**What you need to do:**
Keep only the lines from the top of the listing through the one with "I need the junctions and links of all roads and", and reproduce them unaltered.

[Start of section]

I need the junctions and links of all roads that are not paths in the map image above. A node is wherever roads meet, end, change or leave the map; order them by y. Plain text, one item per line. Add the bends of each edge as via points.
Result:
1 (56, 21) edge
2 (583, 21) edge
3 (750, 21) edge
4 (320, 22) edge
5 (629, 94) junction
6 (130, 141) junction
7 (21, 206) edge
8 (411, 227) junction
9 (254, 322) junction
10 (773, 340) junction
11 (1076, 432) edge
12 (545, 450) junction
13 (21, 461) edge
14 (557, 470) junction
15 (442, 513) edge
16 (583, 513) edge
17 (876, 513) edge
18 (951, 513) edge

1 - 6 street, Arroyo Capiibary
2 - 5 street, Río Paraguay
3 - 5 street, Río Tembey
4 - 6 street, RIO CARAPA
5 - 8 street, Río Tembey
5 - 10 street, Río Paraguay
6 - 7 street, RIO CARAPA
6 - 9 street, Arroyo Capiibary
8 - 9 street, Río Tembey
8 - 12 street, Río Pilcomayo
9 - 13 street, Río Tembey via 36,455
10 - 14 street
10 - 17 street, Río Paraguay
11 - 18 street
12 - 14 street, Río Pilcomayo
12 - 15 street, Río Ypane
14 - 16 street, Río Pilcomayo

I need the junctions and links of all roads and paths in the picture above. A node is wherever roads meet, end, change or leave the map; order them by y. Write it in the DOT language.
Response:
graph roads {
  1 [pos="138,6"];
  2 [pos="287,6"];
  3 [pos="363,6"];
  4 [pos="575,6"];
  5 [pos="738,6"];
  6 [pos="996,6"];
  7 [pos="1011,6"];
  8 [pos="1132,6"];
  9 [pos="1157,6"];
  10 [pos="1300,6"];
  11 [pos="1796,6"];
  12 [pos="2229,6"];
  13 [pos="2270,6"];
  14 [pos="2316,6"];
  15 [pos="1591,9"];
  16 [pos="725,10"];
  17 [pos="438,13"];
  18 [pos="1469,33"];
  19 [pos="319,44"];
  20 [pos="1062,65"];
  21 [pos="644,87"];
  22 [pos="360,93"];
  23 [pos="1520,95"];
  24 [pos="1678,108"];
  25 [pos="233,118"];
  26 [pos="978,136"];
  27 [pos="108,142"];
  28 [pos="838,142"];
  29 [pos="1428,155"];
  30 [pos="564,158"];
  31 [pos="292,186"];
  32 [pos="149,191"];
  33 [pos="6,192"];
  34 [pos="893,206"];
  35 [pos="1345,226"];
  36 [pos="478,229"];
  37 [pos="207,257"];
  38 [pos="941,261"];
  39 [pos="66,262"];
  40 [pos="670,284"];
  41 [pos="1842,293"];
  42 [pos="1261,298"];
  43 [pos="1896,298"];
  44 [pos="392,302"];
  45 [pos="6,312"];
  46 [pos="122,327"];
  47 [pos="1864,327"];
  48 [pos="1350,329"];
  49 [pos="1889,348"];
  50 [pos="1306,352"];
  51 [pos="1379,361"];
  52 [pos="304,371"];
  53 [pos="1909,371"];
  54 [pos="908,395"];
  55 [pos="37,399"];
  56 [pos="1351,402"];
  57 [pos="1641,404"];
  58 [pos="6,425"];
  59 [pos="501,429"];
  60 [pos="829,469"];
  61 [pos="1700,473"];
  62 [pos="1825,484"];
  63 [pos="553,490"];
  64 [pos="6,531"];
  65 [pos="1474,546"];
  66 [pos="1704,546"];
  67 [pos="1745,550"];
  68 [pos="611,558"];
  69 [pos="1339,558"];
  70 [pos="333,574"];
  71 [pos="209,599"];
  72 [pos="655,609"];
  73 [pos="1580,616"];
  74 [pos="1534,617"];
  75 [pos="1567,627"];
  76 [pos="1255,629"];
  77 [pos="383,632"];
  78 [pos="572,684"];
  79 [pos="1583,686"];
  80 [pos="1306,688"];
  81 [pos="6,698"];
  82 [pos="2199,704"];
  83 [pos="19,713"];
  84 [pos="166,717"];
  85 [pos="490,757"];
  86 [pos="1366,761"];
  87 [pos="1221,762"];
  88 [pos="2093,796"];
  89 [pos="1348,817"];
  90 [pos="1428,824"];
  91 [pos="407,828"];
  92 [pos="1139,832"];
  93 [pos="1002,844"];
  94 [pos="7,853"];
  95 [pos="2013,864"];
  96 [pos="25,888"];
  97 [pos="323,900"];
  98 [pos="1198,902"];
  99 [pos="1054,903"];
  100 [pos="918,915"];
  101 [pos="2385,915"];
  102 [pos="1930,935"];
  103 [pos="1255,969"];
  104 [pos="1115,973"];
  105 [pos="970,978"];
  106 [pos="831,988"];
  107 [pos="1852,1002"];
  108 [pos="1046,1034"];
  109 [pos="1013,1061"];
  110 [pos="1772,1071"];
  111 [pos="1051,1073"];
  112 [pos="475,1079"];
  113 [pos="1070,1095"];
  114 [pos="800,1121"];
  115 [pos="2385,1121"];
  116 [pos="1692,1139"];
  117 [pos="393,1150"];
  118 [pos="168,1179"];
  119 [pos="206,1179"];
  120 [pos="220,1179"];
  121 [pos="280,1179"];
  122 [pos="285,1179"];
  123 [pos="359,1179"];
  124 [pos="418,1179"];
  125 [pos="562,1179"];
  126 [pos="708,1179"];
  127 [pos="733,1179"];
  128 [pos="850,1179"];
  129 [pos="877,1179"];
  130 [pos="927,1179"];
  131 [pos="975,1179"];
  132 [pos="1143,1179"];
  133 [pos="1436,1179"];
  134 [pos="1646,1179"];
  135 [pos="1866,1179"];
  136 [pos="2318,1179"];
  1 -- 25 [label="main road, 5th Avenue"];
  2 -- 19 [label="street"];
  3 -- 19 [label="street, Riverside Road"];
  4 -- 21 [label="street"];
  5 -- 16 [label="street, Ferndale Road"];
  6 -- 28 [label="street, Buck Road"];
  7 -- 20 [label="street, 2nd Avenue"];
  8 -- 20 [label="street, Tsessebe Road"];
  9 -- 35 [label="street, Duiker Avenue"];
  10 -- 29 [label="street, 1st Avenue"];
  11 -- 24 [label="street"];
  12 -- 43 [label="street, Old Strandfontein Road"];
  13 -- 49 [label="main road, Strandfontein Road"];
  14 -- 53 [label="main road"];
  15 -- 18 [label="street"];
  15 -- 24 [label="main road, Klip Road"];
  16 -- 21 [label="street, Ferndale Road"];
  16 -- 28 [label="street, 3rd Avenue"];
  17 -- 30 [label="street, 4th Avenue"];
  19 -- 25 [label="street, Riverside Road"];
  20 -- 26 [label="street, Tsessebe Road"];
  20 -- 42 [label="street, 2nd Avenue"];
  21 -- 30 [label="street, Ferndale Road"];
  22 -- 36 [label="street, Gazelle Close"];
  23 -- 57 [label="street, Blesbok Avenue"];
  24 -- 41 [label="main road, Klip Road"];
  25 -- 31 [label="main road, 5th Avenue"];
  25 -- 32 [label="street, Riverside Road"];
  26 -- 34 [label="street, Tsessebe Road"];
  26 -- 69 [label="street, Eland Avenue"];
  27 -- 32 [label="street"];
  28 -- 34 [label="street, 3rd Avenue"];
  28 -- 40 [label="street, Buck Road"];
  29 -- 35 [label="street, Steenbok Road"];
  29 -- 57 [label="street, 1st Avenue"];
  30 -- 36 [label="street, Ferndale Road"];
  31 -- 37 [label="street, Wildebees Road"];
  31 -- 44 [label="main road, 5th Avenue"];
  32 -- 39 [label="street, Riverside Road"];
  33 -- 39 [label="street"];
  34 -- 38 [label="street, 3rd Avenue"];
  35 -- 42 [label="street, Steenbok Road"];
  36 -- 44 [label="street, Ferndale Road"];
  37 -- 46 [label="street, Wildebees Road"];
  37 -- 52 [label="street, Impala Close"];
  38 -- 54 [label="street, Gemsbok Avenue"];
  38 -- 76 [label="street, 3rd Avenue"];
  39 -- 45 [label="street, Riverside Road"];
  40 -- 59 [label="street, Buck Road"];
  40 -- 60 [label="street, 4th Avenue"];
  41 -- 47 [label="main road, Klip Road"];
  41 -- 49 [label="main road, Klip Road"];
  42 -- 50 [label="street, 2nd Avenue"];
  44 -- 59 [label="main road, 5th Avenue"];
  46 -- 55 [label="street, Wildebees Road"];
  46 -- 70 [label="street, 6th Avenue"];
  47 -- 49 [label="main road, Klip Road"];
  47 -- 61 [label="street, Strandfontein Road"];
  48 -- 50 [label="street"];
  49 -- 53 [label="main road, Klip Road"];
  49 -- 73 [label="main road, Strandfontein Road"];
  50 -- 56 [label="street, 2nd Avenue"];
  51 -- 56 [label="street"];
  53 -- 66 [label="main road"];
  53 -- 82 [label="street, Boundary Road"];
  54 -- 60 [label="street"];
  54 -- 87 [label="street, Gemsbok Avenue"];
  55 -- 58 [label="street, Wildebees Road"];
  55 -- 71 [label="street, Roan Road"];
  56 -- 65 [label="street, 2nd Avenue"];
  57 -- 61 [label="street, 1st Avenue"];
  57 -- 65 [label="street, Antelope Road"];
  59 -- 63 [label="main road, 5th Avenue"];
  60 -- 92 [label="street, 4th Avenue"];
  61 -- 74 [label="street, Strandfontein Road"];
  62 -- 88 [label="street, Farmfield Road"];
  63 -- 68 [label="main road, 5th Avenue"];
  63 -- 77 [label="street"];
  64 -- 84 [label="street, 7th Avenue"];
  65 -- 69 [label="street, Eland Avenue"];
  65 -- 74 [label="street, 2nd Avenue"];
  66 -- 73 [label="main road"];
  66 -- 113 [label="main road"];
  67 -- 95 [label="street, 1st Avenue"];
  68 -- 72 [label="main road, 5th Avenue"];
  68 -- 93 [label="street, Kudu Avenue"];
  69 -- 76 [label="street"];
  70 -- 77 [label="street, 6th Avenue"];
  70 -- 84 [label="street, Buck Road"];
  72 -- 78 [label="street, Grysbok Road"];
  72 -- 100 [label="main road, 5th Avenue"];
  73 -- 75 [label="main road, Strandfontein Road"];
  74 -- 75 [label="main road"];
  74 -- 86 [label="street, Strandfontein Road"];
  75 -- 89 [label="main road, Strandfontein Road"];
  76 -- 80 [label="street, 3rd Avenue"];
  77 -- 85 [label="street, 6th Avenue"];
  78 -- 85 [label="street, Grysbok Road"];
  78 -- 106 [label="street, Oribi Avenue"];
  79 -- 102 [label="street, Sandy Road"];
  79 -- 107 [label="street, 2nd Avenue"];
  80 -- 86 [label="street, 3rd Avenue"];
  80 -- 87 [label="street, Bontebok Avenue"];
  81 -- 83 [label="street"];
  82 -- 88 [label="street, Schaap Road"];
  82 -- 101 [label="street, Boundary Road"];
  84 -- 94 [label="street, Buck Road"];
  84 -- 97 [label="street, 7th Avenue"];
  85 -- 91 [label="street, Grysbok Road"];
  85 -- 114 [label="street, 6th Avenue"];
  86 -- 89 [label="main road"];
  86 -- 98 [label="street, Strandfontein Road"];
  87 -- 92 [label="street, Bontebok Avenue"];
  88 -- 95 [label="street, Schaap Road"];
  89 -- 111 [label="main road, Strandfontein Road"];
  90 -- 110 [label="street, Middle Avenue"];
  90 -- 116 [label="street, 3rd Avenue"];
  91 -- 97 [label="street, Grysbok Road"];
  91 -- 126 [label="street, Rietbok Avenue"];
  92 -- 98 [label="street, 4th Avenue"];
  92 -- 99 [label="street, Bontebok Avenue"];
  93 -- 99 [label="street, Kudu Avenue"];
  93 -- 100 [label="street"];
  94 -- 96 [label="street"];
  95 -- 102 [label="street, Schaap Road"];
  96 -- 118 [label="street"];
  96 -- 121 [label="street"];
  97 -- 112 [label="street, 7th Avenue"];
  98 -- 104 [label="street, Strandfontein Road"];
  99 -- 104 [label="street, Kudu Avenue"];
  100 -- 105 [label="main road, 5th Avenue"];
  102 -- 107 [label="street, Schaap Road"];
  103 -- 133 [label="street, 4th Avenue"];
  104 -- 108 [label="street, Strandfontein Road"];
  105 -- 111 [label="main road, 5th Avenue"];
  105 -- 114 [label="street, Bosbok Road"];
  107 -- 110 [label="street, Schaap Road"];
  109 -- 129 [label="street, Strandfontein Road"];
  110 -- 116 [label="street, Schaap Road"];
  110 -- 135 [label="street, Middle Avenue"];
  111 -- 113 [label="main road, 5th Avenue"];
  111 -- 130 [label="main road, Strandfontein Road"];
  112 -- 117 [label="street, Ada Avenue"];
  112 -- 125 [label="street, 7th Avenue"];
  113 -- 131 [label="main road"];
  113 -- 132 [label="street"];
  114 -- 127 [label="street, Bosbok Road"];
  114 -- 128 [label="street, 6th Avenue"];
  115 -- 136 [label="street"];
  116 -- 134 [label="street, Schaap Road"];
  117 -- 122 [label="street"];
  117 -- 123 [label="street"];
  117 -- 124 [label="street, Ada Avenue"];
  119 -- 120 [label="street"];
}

[End of section]

**Completed exercise:**
I need the junctions and links of all roads that are not paths in the map image above. A node is wherever roads meet, end, change or leave the map; order them by y. Plain text, one item per line. Add the bends of each edge as via points.
Result:
1 (56, 21) edge
2 (583, 21) edge
3 (750, 21) edge
4 (320, 22) edge
5 (629, 94) junction
6 (130, 141) junction
7 (21, 206) edge
8 (411, 227) junction
9 (254, 322) junction
10 (773, 340) junction
11 (1076, 432) edge
12 (545, 450) junction
13 (21, 461) edge
14 (557, 470) junction
15 (442, 513) edge
16 (583, 513) edge
17 (876, 513) edge
18 (951, 513) edge

1 - 6 street, Arroyo Capiibary
2 - 5 street, Río Paraguay
3 - 5 street, Río Tembey
4 - 6 street, RIO CARAPA
5 - 8 street, Río Tembey
5 - 10 street, Río Paraguay
6 - 7 street, RIO CARAPA
6 - 9 street, Arroyo Capiibary
8 - 9 street, Río Tembey
8 - 12 street, Río Pilcomayo
9 - 13 street, Río Tembey via 36,455
10 - 14 street
10 - 17 street, Río Paraguay
11 - 18 street
12 - 14 street, Río Pilcomayo
12 - 15 street, Río Ypane
14 - 16 street, Río Pilcomayo

I need the junctions and links of all roads and paths in the picture above. A node is wherever roads meet, end, change or leave the map; order them by y. Write it in the DOT language.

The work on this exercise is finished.